Let us witness this in Trigger:

val t = new Trigger(c)
t.watch("accum_in",  accum_in.reverse)
t.watch("sel",       sel)
t.watch("user_in",   user_in.reverse)
t.watch("accum_out", accum_out.reverse)
t.go()


After a little bit of play, let us now pause and reflect. Sequential logic has suddenly made our tools more powerful. We can now maintain a state inside a circuit, and evolve it according to combinational logic that can be configured (for example, either to add or to subtract) by toggling input.

## Towards understanding the computer

Let us think about our quest to understand the computer. It appears we have come a fair way now, but yet the notion of programmability (e.g. a console that executes our commands) appears more powerful than configurability. For example, we can now add integers by keying them into input elements of sequential logic and then triggering the clock.

But how do we instruct the machine to, say, take the sum of the first 100 million positive integers and then report back to us? It still appears that we do not have the full picture. Yet we are not far from our goal.

## Building an instructable data path – a roadmap for this round

Our objective in this round is to familiarize ourselves with sequential logic and continue towards our objective of understanding the computer. In fact, during this round we will cover most of the way to a fully functional, programmable processor architecture.

Yet again our strategy is to proceed from the bottom up. We start by upgrading our circuit-building and -simulation tools to sequential logic. In the process we will introduce the principle of designing with patterns to structure our programs in Sequential logic in Scala (*)

Once we have package minilog ready, we have all the tools required to fully and finally resolve the mystery of the programmable computer. In essence, it is all just sequential logic.

To back this claim, our goal in the next two rounds is to deploy sequential logic to build the armlet, in many respects a substantially simplified but yet fully programmable processor architecture loosely inspired by the ARM architecture.

Note

Most modern mobile devices and embedded systems have long used processors based on the ARM architecture. In fact, it is likely that you currently have an ARM processor running in your pocket or purse.
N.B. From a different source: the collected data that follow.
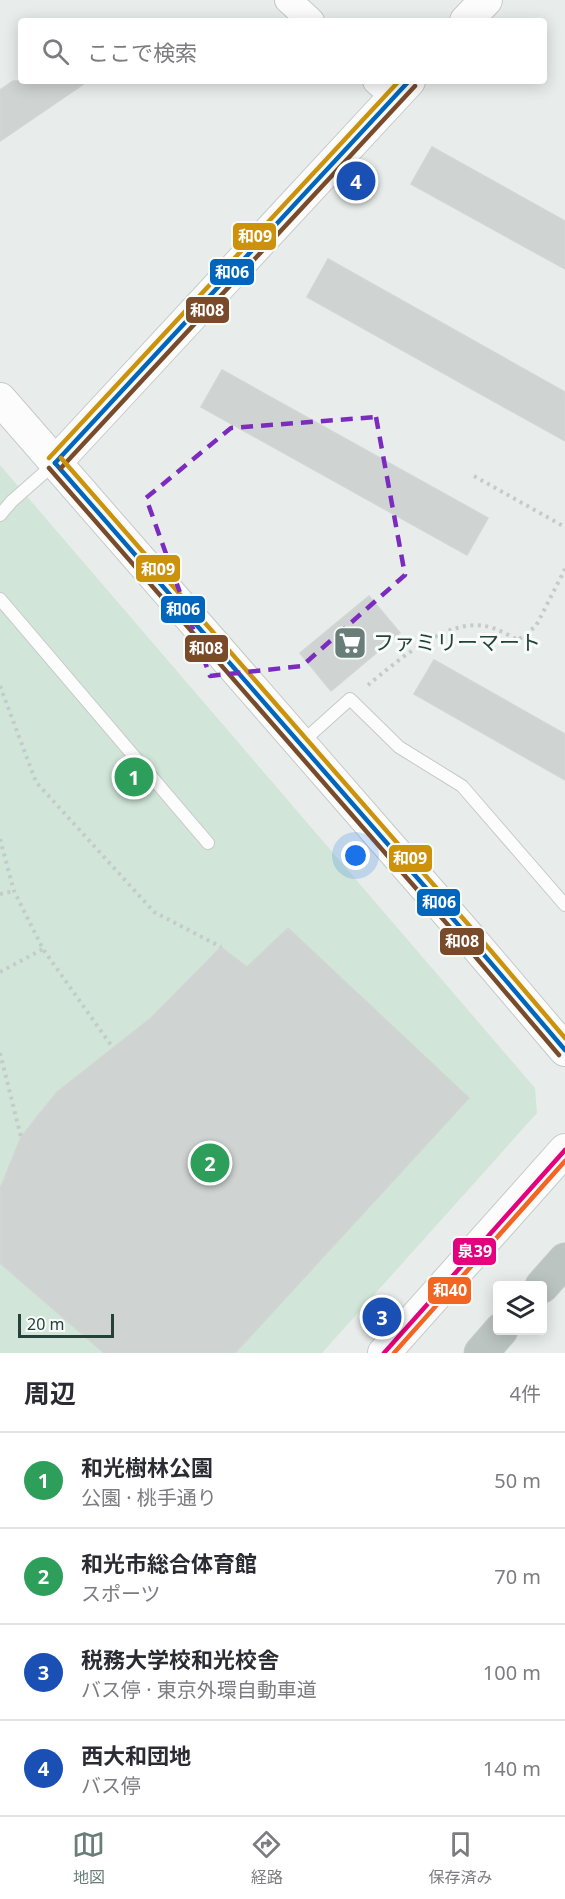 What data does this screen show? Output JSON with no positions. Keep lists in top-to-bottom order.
{
  "places": {
    "supermarket": ["ファミリーマート"]
  },
  "lines": [
    "transit line 和06",
    "transit line 和09",
    "transit line 和08",
    "transit line 泉39",
    "transit line 和40"
  ],
  "scale_bar": "20 m",
  "page": {
    "search": "ここで検索",
    "pins": [
      "4",
      "1",
      "2",
      "3"
    ],
    "scale": "20 m",
    "heading": ["周辺", "4件"],
    "list": [
      {
        "mark": "1",
        "name": "和光樹林公園",
        "note": "公園 · 桃手通り",
        "value": "50 m"
      },
      {
        "mark": "2",
        "name": "和光市総合体育館",
        "note": "スポーツ",
        "value": "70 m"
      },
      {
        "mark": "3",
        "name": "税務大学校和光校舎",
        "note": "バス停 · 東京外環自動車道",
        "value": "100 m"
      },
      {
        "mark": "4",
        "name": "西大和団地",
        "note": "バス停",
        "value": "140 m"
      }
    ],
    "nav": ["地図", "経路", "保存済み"]
  }
}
In recent years even personal computers based on the ARM architecture have become more common. For example, in 2020 Apple introduced products in their Air Pro, and Mini lines built around their M1 system.

Our objective in this round to build the data path of the armlet. That is, the part of the processor that maintains and manipulates the data in our computations, one step (clock tick) at a time. The two key components of the data path are the arithmetic logic unit (that implements the arithmetic and logic operations in our computations) and the memory interface unit (that loads and stores words of data from a memory unit outside the processor). The armlet data path

Furthermore, our goal is to be able to instruct the data path. That is, we want our design to be such that we can configure what the data path does at any given step by means of an instruction, that is, one word of control input to combinational logic. The armlet instruction set

Yet again what is above may sound like a formidable objective, but in fact we have essentially all the tools ready. The armlet data path is in essence nothing but a somewhat more intricate accumulator-adder (recall our design above): a combinational logic circuit with simple feedbacks from selected outputs to inputs.
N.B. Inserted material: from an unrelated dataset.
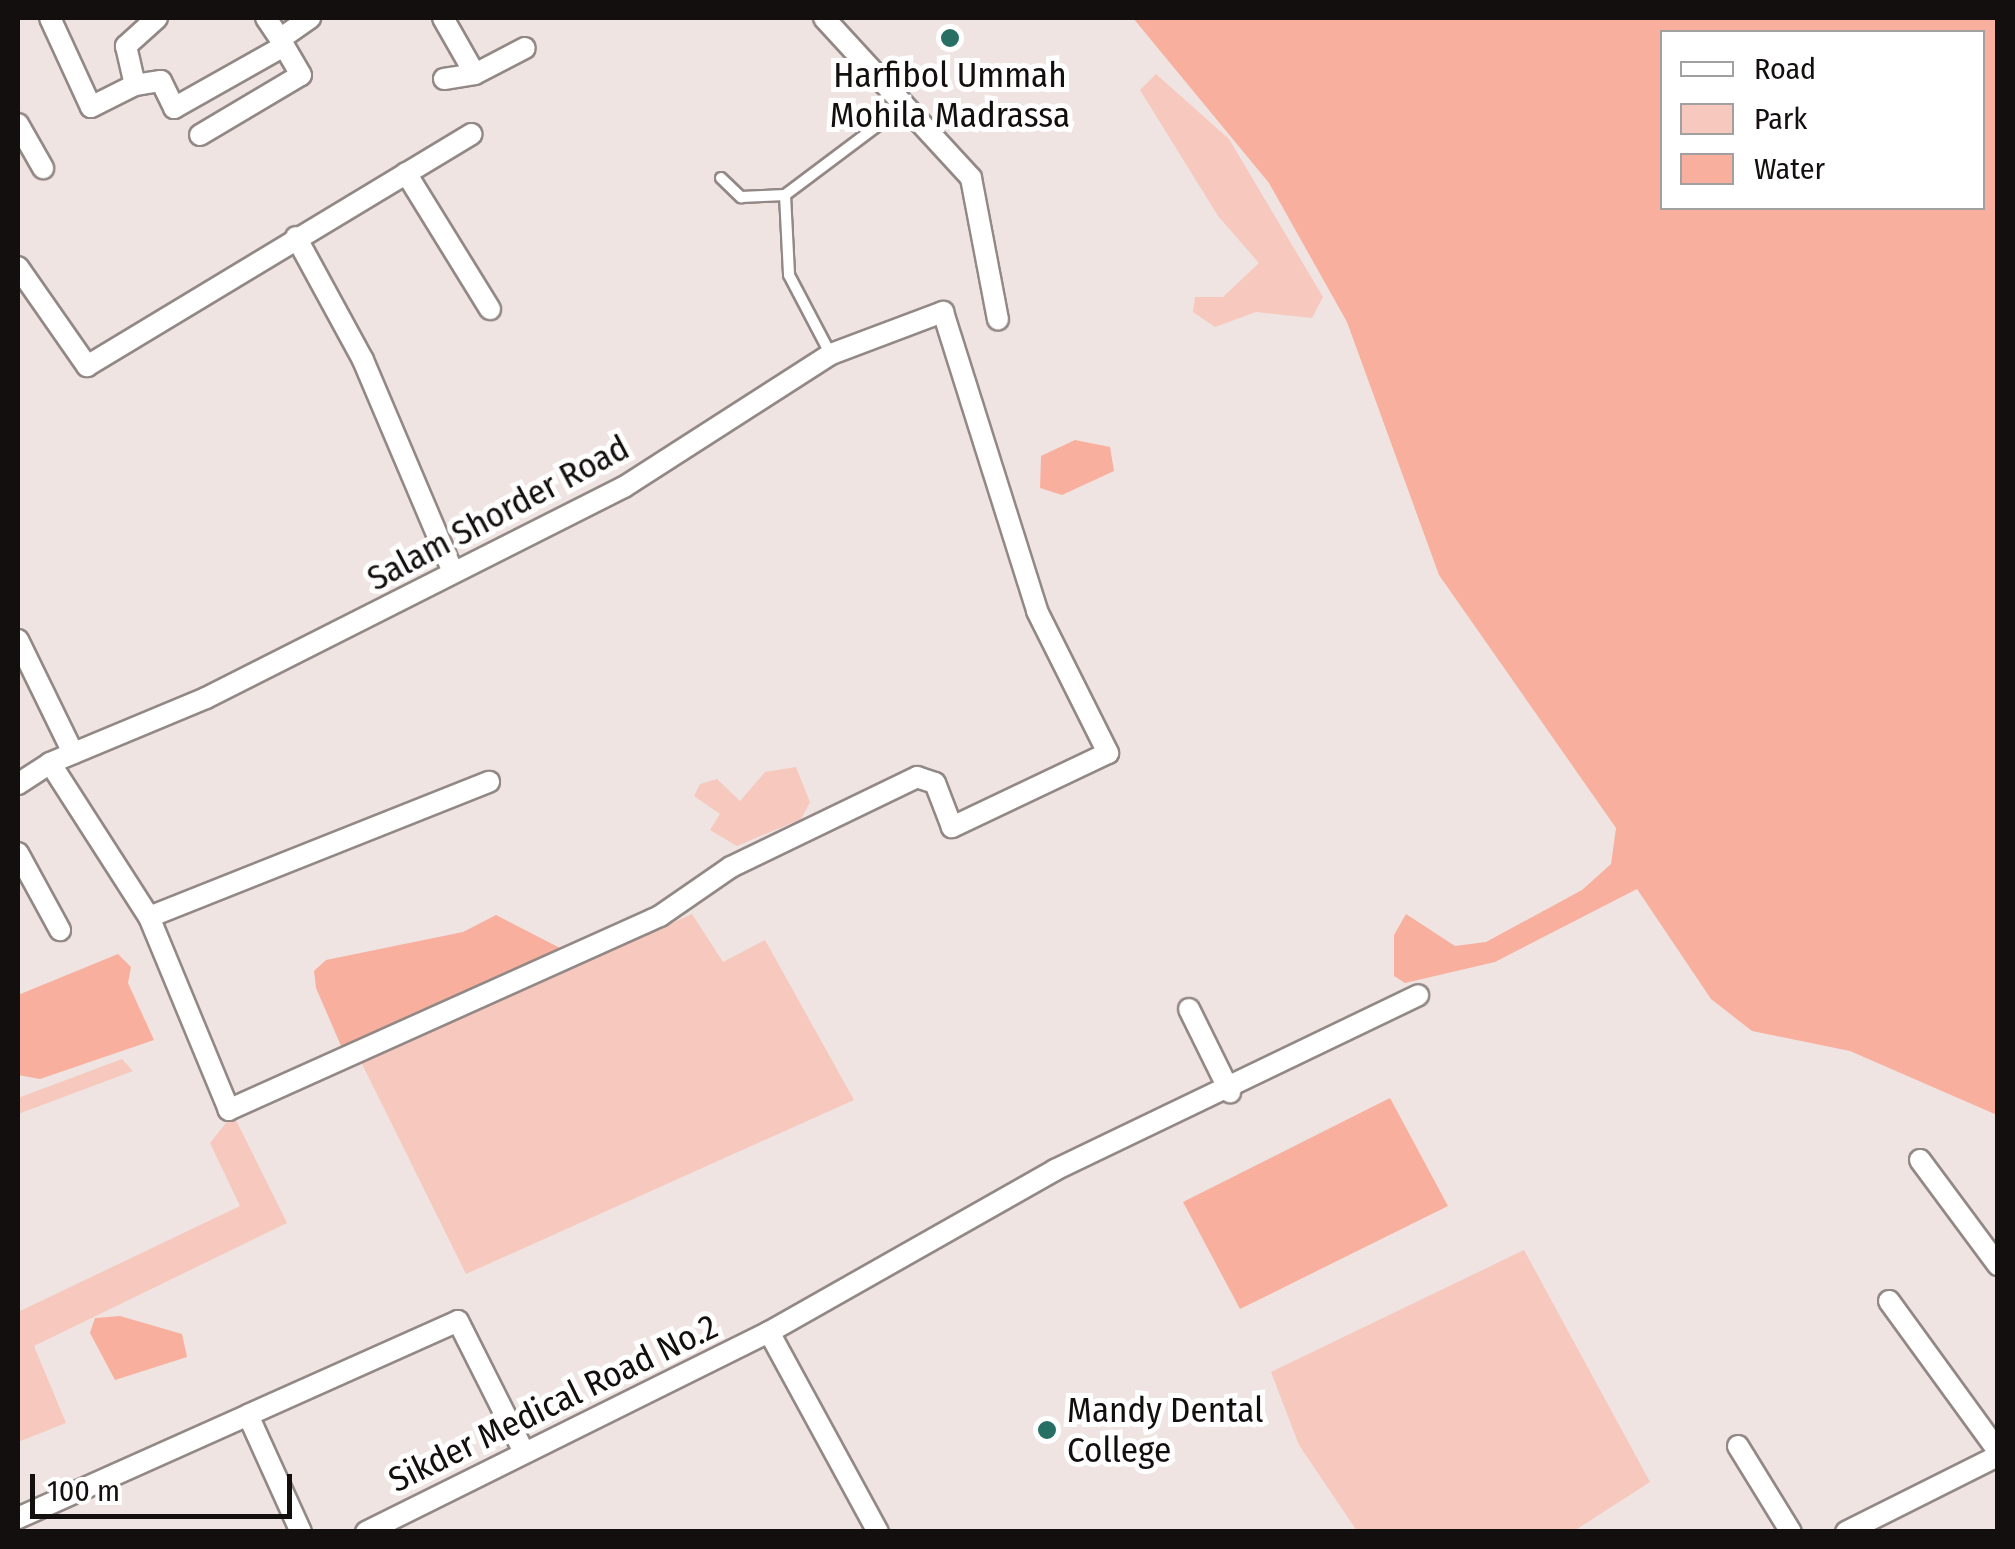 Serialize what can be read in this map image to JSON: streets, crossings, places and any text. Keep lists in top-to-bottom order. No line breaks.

In the exercises we will practice sequential logic design ranging from simple oscillators to the design of a pipelined multiplier unit.

In the next round, we extend the single-step functionality of the data path with an execution-and-control unit to obtain a fully programmable Von Neumann architecture, which we then proceed to program. Finally, we take a look at Scala itself and the progression from a Scala program to execution on actual physical hardware.